Todd Haynes peers at Nature and recognizes that disease dogs freedom's steps, and that, once you know for sure that you have a disease, you feel a new, poisoned freedom, the kind that separates you from whatever everyone else is worried about and leaves you to nurse your new self, the one with the disease.  Like Marvell's grave, it's a private place, if not fine.

I felt that charge of doomed freedom in Poison--once my nausea subsided; lucky me I watched it at home; my gag reflex would've had nasty fun with popcorn and Milk Duds.  The things I could bear to watch seemed to plead their case as living proof, even as they sank in viscid horror.

--and once more in Safe, Julianne Moore as yet another woman striking out into the desert, this time in hope that the heat and sand will mummify her disease and free her.

But I wasn't sure what he would do with Douglas Sirk and All That Heaven Allows.  Surely Fassbinder's Ali: Fear Eats the Soul had already undressed that gorgeous old thing.  But Haynes decides not to take Sirk's movie apart but to dive clean into the cocktail party and demand that they tell the truth: that they are suffocating each other with candy-apple smiles and flattened eyes, poisoning every corner--the lurid greens and reds and blues of the movie seem to have barged straight past Technicolor and gone all the way to Italian horror films, Argento and Bava bloodfeasts in primary colors--until the Sirk picture, infiltrated and compromised, tells more truths, enough that Moore travels far from anything Jane Wyman might have hoped back then in the woods with our ambiguously unwell Rock Hudson.

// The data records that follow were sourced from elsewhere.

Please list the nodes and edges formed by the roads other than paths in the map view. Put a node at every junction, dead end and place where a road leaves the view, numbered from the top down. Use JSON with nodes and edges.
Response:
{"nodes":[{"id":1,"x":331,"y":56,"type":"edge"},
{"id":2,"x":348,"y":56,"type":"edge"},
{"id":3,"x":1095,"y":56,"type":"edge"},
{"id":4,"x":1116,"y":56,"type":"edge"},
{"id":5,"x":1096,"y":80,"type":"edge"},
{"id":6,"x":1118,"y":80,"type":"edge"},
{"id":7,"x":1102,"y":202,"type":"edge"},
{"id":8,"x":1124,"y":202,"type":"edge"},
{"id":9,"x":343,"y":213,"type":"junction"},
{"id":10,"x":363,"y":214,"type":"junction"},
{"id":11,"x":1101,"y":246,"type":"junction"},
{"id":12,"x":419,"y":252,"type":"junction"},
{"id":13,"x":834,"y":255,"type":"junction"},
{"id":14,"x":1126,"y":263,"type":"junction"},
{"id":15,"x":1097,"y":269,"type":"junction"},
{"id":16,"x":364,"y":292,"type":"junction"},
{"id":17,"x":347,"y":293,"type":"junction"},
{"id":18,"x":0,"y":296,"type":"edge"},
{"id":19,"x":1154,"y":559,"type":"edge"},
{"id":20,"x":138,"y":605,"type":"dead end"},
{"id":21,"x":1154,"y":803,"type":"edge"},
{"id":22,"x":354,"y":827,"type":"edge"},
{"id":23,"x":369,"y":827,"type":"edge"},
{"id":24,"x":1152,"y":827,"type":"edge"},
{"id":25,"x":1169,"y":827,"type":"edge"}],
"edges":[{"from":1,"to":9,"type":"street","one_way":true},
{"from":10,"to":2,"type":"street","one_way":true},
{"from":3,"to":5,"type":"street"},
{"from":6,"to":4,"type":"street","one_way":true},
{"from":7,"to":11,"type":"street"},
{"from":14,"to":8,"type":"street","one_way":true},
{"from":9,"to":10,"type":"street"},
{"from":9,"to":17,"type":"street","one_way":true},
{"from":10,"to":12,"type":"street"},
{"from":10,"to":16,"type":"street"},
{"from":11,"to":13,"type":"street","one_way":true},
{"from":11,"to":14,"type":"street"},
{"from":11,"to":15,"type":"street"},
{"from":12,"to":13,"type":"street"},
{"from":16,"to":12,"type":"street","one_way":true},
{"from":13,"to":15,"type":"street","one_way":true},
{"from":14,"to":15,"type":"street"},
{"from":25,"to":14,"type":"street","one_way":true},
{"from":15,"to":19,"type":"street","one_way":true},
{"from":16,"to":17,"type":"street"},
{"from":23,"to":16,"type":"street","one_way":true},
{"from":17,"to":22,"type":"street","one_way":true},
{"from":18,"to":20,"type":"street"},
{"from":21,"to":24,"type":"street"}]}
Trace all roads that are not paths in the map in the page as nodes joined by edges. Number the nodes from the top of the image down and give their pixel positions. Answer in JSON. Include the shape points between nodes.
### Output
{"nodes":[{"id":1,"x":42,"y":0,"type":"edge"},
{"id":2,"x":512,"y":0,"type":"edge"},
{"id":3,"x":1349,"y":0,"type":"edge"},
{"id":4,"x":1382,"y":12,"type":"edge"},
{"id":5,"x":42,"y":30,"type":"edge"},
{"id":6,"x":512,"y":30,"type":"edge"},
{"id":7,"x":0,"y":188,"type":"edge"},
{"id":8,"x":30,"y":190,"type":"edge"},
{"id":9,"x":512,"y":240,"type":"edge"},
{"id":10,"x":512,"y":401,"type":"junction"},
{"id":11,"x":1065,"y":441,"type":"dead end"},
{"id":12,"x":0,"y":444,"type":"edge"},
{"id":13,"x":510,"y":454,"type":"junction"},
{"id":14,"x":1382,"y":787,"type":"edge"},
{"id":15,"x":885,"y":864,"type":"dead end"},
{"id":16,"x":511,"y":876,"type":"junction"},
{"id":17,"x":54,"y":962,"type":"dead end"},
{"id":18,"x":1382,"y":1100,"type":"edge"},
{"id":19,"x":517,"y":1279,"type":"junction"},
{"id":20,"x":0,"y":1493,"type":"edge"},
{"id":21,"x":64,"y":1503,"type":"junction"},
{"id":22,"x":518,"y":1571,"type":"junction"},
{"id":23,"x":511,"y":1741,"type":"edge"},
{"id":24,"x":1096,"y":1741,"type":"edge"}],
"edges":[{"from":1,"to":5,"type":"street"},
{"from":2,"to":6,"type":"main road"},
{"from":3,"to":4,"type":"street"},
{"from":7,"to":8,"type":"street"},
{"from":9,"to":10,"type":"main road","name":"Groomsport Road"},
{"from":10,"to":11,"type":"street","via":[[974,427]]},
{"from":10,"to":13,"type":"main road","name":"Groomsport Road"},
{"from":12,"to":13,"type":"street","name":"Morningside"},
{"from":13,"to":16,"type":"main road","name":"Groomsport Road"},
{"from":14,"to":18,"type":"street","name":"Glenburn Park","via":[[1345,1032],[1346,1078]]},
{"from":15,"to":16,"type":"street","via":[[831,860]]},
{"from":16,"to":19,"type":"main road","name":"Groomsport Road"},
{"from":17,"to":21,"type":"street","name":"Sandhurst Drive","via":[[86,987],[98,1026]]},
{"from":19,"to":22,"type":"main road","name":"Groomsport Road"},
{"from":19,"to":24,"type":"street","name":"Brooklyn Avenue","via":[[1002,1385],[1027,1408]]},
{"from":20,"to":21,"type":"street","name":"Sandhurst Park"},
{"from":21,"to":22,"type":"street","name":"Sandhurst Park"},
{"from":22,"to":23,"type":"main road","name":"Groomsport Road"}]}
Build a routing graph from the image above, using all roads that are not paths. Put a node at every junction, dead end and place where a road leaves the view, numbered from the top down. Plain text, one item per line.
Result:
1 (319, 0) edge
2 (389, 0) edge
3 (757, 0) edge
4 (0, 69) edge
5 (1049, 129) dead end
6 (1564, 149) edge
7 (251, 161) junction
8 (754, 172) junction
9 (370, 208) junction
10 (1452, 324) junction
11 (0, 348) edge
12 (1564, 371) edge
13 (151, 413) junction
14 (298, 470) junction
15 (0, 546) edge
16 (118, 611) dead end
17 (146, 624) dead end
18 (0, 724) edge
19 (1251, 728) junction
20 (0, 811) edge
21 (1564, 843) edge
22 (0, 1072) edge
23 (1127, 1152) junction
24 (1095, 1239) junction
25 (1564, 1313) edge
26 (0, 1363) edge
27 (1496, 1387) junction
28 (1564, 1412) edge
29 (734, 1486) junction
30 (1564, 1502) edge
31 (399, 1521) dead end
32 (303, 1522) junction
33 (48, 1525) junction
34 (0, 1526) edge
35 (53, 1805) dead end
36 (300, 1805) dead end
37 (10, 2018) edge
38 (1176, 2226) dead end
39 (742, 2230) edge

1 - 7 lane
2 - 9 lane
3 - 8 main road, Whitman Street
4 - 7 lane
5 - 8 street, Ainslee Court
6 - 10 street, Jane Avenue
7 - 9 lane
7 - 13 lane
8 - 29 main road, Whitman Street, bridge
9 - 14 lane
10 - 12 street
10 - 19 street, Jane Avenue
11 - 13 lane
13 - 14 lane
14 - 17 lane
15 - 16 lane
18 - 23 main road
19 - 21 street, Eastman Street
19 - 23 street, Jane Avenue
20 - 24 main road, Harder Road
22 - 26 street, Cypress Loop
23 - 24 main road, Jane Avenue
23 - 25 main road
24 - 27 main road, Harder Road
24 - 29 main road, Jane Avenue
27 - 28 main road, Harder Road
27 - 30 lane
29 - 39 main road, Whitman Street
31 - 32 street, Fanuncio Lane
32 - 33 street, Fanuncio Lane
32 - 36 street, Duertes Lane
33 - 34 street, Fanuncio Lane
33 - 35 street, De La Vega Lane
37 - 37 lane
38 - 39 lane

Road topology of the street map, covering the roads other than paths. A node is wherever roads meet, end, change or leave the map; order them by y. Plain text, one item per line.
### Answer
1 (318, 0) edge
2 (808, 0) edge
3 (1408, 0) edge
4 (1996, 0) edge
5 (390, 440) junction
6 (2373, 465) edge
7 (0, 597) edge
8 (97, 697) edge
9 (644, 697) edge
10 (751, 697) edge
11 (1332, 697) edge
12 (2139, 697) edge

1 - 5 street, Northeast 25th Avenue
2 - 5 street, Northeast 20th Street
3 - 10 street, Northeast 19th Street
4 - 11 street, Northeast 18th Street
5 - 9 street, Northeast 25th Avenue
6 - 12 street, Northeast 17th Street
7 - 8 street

The only refugee is Moore's almost-out-of-the-closet husband, the only one who wriggles out from under the rubble, escaping psychiatrist and shock treatment and simply leaving her for another man.  She had her gardener, briefly--and this time not just a gardener but a Negro! And they thought Little Rock was too much of an intrusion on the party; but she has to drive the station wagon back alone, Elmer Bernstein's score never quite a parody (the old hand is too good to make fun of himself here) but still leaning on her doom, pushing her with violins into a--should I write it?--gaily colored radioactive '50s desert where last Autumn's leaves stand just so in the vase in the empty house and the flowering dogwood watches as she disappears.